--- YOUR OBJECTIVE ---
Copy out every record below, word for word.
** EXTRACTED MATERIAL follows **
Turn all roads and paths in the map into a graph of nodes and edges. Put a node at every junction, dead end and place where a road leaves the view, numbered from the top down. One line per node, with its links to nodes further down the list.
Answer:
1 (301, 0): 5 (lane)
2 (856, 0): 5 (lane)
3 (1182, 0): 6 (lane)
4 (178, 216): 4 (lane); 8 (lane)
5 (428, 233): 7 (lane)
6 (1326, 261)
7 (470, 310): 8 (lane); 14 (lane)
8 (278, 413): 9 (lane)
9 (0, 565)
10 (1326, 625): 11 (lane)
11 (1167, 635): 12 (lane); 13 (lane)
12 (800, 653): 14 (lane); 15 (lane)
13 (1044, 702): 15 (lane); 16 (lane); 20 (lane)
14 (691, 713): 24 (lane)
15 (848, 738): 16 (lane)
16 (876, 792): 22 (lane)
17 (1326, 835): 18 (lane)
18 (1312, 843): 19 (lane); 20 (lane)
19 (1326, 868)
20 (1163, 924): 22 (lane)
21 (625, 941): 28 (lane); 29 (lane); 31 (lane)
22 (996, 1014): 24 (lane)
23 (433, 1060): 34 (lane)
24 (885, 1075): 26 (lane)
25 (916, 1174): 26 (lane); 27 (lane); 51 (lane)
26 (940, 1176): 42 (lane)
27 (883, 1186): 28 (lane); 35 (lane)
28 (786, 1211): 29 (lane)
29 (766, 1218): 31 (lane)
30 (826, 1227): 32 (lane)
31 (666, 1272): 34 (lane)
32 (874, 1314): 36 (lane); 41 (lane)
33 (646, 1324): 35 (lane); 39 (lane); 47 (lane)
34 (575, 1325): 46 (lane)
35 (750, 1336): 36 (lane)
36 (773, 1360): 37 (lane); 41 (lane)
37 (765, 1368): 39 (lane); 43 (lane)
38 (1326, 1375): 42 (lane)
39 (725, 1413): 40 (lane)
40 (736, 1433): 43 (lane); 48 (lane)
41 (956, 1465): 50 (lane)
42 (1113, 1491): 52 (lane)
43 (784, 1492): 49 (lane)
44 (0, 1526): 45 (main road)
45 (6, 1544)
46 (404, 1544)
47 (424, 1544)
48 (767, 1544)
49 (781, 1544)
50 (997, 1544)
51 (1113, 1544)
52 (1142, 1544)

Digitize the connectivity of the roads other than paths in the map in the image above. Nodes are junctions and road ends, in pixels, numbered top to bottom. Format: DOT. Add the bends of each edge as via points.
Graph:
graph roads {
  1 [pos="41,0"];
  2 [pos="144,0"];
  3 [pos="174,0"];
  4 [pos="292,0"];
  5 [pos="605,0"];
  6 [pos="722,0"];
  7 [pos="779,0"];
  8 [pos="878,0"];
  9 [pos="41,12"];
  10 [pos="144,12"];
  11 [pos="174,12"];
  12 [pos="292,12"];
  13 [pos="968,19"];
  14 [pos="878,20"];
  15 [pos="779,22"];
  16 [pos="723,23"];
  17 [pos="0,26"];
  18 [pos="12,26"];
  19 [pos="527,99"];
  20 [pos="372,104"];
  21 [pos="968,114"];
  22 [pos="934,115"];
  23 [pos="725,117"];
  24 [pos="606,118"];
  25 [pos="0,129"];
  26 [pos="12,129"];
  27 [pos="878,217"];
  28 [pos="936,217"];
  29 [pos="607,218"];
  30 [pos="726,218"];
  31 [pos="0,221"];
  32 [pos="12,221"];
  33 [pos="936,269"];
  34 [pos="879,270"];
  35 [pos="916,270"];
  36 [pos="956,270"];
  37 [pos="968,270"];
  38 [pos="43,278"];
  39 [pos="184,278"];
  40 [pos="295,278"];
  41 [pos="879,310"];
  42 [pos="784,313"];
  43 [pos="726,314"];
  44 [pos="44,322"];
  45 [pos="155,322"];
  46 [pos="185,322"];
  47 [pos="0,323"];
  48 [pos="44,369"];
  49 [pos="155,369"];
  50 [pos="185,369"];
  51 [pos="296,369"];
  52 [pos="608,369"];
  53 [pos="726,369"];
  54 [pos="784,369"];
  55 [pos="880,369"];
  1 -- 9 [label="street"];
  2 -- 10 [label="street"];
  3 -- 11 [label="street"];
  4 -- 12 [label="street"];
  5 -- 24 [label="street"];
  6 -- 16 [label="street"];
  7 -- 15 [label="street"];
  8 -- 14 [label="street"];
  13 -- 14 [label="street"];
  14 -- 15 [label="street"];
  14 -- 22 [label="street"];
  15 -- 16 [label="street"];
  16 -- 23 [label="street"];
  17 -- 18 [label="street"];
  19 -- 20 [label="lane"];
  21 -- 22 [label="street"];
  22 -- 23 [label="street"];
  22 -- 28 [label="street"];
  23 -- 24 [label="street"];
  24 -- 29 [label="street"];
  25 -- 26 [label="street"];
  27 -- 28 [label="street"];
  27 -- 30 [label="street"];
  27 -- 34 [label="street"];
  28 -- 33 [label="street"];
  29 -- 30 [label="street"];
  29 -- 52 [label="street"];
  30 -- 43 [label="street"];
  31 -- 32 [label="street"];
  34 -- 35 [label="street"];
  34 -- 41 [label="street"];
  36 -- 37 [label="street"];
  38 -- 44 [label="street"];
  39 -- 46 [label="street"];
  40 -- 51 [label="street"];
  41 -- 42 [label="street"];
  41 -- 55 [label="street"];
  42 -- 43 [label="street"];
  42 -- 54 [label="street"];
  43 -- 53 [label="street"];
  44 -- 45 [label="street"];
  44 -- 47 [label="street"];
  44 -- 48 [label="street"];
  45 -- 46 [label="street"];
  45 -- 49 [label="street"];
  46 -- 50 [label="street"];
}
** End of EXTRACTED MATERIAL **
--- RESPONSE ---
Turn all roads and paths in the map into a graph of nodes and edges. Put a node at every junction, dead end and place where a road leaves the view, numbered from the top down. One line per node, with its links to nodes further down the list.
Answer:
1 (301, 0): 5 (lane)
2 (856, 0): 5 (lane)
3 (1182, 0): 6 (lane)
4 (178, 216): 4 (lane); 8 (lane)
5 (428, 233): 7 (lane)
6 (1326, 261)
7 (470, 310): 8 (lane); 14 (lane)
8 (278, 413): 9 (lane)
9 (0, 565)
10 (1326, 625): 11 (lane)
11 (1167, 635): 12 (lane); 13 (lane)
12 (800, 653): 14 (lane); 15 (lane)
13 (1044, 702): 15 (lane); 16 (lane); 20 (lane)
14 (691, 713): 24 (lane)
15 (848, 738): 16 (lane)
16 (876, 792): 22 (lane)
17 (1326, 835): 18 (lane)
18 (1312, 843): 19 (lane); 20 (lane)
19 (1326, 868)
20 (1163, 924): 22 (lane)
21 (625, 941): 28 (lane); 29 (lane); 31 (lane)
22 (996, 1014): 24 (lane)
23 (433, 1060): 34 (lane)
24 (885, 1075): 26 (lane)
25 (916, 1174): 26 (lane); 27 (lane); 51 (lane)
26 (940, 1176): 42 (lane)
27 (883, 1186): 28 (lane); 35 (lane)
28 (786, 1211): 29 (lane)
29 (766, 1218): 31 (lane)
30 (826, 1227): 32 (lane)
31 (666, 1272): 34 (lane)
32 (874, 1314): 36 (lane); 41 (lane)
33 (646, 1324): 35 (lane); 39 (lane); 47 (lane)
34 (575, 1325): 46 (lane)
35 (750, 1336): 36 (lane)
36 (773, 1360): 37 (lane); 41 (lane)
37 (765, 1368): 39 (lane); 43 (lane)
38 (1326, 1375): 42 (lane)
39 (725, 1413): 40 (lane)
40 (736, 1433): 43 (lane); 48 (lane)
41 (956, 1465): 50 (lane)
42 (1113, 1491): 52 (lane)
43 (784, 1492): 49 (lane)
44 (0, 1526): 45 (main road)
45 (6, 1544)
46 (404, 1544)
47 (424, 1544)
48 (767, 1544)
49 (781, 1544)
50 (997, 1544)
51 (1113, 1544)
52 (1142, 1544)

Digitize the connectivity of the roads other than paths in the map in the image above. Nodes are junctions and road ends, in pixels, numbered top to bottom. Format: DOT. Add the bends of each edge as via points.
Graph:
graph roads {
  1 [pos="41,0"];
  2 [pos="144,0"];
  3 [pos="174,0"];
  4 [pos="292,0"];
  5 [pos="605,0"];
  6 [pos="722,0"];
  7 [pos="779,0"];
  8 [pos="878,0"];
  9 [pos="41,12"];
  10 [pos="144,12"];
  11 [pos="174,12"];
  12 [pos="292,12"];
  13 [pos="968,19"];
  14 [pos="878,20"];
  15 [pos="779,22"];
  16 [pos="723,23"];
  17 [pos="0,26"];
  18 [pos="12,26"];
  19 [pos="527,99"];
  20 [pos="372,104"];
  21 [pos="968,114"];
  22 [pos="934,115"];
  23 [pos="725,117"];
  24 [pos="606,118"];
  25 [pos="0,129"];
  26 [pos="12,129"];
  27 [pos="878,217"];
  28 [pos="936,217"];
  29 [pos="607,218"];
  30 [pos="726,218"];
  31 [pos="0,221"];
  32 [pos="12,221"];
  33 [pos="936,269"];
  34 [pos="879,270"];
  35 [pos="916,270"];
  36 [pos="956,270"];
  37 [pos="968,270"];
  38 [pos="43,278"];
  39 [pos="184,278"];
  40 [pos="295,278"];
  41 [pos="879,310"];
  42 [pos="784,313"];
  43 [pos="726,314"];
  44 [pos="44,322"];
  45 [pos="155,322"];
  46 [pos="185,322"];
  47 [pos="0,323"];
  48 [pos="44,369"];
  49 [pos="155,369"];
  50 [pos="185,369"];
  51 [pos="296,369"];
  52 [pos="608,369"];
  53 [pos="726,369"];
  54 [pos="784,369"];
  55 [pos="880,369"];
  1 -- 9 [label="street"];
  2 -- 10 [label="street"];
  3 -- 11 [label="street"];
  4 -- 12 [label="street"];
  5 -- 24 [label="street"];
  6 -- 16 [label="street"];
  7 -- 15 [label="street"];
  8 -- 14 [label="street"];
  13 -- 14 [label="street"];
  14 -- 15 [label="street"];
  14 -- 22 [label="street"];
  15 -- 16 [label="street"];
  16 -- 23 [label="street"];
  17 -- 18 [label="street"];
  19 -- 20 [label="lane"];
  21 -- 22 [label="street"];
  22 -- 23 [label="street"];
  22 -- 28 [label="street"];
  23 -- 24 [label="street"];
  24 -- 29 [label="street"];
  25 -- 26 [label="street"];
  27 -- 28 [label="street"];
  27 -- 30 [label="street"];
  27 -- 34 [label="street"];
  28 -- 33 [label="street"];
  29 -- 30 [label="street"];
  29 -- 52 [label="street"];
  30 -- 43 [label="street"];
  31 -- 32 [label="street"];
  34 -- 35 [label="street"];
  34 -- 41 [label="street"];
  36 -- 37 [label="street"];
  38 -- 44 [label="street"];
  39 -- 46 [label="street"];
  40 -- 51 [label="street"];
  41 -- 42 [label="street"];
  41 -- 55 [label="street"];
  42 -- 43 [label="street"];
  42 -- 54 [label="street"];
  43 -- 53 [label="street"];
  44 -- 45 [label="street"];
  44 -- 47 [label="street"];
  44 -- 48 [label="street"];
  45 -- 46 [label="street"];
  45 -- 49 [label="street"];
  46 -- 50 [label="street"];
}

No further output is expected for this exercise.